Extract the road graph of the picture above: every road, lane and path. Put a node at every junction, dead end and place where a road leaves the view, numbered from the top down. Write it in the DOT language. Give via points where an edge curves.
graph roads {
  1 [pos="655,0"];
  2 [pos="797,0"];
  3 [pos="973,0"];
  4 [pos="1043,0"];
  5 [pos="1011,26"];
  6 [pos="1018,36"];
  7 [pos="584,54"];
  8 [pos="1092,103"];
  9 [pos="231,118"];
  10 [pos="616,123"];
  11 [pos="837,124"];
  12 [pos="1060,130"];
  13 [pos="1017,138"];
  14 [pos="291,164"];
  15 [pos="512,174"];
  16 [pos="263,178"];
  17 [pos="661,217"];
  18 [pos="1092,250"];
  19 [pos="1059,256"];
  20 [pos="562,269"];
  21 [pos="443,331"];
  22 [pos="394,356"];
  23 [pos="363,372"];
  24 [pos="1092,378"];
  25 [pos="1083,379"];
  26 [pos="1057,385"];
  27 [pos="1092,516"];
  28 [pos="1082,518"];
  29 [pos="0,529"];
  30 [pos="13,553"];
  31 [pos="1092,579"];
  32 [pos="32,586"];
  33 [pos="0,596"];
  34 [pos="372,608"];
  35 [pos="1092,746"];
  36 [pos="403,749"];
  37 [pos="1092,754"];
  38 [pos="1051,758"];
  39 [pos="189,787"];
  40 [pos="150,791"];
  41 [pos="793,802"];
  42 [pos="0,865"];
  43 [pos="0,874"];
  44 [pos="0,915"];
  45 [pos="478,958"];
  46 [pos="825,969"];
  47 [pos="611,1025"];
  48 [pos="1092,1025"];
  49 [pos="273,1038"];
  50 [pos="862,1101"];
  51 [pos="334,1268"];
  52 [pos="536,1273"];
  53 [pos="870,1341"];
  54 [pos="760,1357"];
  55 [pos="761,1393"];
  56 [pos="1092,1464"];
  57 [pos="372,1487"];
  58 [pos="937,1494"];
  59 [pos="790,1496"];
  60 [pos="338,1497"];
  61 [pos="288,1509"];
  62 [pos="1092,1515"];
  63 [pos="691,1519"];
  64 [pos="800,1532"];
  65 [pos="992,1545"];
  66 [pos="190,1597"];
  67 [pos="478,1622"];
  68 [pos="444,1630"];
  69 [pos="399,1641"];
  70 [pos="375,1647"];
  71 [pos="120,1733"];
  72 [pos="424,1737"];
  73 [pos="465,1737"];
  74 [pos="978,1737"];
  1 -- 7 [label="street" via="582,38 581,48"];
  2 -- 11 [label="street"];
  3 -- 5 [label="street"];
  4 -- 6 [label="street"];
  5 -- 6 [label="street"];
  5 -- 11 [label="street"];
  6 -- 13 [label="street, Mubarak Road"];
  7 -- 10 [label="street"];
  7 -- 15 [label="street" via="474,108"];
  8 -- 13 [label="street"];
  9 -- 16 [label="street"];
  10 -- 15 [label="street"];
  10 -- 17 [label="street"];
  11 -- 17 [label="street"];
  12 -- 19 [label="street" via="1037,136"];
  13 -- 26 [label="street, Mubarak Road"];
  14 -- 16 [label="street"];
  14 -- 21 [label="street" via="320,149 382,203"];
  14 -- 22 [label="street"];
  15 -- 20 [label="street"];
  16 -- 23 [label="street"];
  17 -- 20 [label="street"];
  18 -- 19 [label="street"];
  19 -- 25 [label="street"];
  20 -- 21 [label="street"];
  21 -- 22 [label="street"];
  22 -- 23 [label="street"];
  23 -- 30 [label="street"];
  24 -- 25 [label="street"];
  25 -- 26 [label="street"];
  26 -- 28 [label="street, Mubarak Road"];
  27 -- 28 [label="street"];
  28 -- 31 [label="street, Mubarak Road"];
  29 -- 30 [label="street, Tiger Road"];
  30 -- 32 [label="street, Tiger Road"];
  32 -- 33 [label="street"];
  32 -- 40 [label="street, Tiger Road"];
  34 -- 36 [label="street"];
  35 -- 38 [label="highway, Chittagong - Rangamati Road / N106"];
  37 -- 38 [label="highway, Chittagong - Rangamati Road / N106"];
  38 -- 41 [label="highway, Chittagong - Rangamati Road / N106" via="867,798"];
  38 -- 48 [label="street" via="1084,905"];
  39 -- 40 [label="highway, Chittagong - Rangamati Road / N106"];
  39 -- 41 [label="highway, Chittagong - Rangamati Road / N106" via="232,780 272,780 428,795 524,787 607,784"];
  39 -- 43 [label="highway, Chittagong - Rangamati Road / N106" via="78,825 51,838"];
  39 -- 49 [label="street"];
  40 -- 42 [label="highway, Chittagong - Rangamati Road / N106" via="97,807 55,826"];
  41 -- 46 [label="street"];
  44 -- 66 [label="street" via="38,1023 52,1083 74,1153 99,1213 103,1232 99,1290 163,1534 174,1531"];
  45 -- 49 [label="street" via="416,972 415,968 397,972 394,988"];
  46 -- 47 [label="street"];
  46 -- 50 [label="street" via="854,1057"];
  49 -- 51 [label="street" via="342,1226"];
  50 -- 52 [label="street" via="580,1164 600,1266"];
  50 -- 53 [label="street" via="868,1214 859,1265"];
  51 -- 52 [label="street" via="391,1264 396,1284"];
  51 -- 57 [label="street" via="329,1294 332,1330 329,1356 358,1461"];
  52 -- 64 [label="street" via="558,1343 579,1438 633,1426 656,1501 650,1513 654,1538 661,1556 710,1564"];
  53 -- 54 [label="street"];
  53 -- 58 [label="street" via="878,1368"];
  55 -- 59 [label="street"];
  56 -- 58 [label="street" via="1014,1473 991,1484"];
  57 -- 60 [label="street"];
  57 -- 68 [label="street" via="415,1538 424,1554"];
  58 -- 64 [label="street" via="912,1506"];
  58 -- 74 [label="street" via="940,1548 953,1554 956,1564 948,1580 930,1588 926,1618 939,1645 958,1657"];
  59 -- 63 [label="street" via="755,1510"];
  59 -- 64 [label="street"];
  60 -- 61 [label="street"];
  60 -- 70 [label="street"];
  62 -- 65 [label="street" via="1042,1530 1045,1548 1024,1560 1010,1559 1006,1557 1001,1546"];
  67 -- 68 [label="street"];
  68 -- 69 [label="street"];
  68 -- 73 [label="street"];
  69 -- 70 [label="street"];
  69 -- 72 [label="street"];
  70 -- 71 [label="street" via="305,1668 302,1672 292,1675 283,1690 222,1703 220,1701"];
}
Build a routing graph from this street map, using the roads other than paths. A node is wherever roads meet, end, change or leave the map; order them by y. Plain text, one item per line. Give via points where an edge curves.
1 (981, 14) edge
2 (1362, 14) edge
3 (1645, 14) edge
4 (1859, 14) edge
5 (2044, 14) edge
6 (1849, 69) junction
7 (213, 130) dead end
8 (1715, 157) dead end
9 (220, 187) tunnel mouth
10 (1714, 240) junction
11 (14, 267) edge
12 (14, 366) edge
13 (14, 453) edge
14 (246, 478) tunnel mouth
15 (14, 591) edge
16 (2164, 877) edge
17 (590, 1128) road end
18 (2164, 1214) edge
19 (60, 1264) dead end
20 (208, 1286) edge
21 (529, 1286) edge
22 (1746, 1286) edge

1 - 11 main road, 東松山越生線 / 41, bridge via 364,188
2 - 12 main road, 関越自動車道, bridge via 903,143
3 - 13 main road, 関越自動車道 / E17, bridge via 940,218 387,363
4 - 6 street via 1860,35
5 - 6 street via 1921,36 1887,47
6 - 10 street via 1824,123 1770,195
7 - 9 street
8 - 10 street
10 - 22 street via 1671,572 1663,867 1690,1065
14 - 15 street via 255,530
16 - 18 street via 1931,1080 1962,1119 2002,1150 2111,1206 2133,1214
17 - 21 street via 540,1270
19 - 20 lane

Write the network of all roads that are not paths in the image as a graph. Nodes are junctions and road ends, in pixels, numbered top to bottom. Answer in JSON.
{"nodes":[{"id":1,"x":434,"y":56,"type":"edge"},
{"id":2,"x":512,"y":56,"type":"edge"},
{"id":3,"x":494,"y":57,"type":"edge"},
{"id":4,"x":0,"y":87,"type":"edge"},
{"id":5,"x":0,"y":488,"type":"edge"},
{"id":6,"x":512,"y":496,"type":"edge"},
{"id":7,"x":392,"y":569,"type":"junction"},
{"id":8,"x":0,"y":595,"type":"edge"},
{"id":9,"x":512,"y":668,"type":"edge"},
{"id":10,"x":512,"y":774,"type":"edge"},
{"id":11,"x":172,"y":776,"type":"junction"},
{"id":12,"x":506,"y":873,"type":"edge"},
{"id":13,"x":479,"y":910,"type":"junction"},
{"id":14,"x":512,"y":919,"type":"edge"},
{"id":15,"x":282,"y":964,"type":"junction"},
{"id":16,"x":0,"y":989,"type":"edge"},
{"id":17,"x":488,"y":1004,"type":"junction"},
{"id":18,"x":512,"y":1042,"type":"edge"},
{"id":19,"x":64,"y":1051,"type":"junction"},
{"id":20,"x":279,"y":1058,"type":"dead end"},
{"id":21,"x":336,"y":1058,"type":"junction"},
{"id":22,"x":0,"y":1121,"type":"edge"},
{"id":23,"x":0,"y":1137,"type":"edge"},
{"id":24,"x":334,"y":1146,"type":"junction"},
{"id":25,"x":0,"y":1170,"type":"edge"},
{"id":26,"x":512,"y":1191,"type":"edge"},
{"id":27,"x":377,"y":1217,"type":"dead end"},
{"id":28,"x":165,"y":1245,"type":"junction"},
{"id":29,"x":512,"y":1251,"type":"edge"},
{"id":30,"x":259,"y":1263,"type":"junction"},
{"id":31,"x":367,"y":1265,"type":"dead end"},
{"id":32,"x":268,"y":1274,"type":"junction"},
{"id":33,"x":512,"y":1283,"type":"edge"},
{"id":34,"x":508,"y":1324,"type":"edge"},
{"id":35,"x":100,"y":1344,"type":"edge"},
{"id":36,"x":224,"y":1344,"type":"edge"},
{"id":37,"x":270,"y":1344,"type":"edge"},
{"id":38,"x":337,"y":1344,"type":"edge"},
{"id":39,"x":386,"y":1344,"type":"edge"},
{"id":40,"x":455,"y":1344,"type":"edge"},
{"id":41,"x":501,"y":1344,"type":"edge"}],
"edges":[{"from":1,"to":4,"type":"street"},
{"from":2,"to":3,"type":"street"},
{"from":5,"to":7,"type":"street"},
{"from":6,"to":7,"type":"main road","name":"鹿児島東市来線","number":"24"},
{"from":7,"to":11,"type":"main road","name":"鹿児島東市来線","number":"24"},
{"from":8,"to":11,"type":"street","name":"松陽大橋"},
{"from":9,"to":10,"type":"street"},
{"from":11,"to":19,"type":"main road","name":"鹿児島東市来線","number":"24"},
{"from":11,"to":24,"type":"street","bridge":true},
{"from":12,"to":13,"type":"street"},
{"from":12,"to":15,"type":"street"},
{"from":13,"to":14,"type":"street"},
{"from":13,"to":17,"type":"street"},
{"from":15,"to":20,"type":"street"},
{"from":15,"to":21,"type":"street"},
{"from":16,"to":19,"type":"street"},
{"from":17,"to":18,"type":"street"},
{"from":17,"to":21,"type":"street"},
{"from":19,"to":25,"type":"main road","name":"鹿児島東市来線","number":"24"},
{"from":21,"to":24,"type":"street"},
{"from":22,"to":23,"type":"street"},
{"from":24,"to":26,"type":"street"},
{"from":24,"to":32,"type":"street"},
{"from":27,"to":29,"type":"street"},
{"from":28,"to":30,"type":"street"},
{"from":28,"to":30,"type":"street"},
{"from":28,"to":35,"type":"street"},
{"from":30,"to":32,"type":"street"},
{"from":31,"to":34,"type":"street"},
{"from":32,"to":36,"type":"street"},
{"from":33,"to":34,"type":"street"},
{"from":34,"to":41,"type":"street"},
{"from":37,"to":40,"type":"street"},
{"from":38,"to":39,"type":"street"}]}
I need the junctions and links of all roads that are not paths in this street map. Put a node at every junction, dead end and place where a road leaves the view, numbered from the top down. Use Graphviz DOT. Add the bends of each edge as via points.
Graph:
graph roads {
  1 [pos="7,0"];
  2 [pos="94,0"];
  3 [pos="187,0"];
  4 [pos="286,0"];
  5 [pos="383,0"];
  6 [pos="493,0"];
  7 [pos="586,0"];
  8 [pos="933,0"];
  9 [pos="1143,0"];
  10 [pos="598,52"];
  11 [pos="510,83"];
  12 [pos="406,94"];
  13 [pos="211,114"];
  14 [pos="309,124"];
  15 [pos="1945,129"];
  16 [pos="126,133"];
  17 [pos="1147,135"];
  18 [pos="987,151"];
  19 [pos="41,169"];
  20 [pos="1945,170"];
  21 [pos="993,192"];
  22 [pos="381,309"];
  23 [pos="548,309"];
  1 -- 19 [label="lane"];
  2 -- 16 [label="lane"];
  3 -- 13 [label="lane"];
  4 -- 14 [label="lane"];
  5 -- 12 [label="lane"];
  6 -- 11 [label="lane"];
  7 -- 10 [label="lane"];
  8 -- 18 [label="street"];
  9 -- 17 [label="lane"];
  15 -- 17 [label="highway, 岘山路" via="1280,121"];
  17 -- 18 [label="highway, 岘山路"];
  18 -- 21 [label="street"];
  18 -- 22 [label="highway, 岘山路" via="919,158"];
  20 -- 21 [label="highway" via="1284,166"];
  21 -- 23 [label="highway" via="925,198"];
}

##############################

WORK INSTRUCTIONS: Show all lines above containing "junctions".

WRITTEN SOLUTION:
Write the network of all roads that are not paths in the image as a graph. Nodes are junctions and road ends, in pixels, numbered top to bottom. Answer in JSON.
I need the junctions and links of all roads that are not paths in this street map. Put a node at every junction, dead end and place where a road leaves the view, numbered from the top down. Use Graphviz DOT. Add the bends of each edge as via points.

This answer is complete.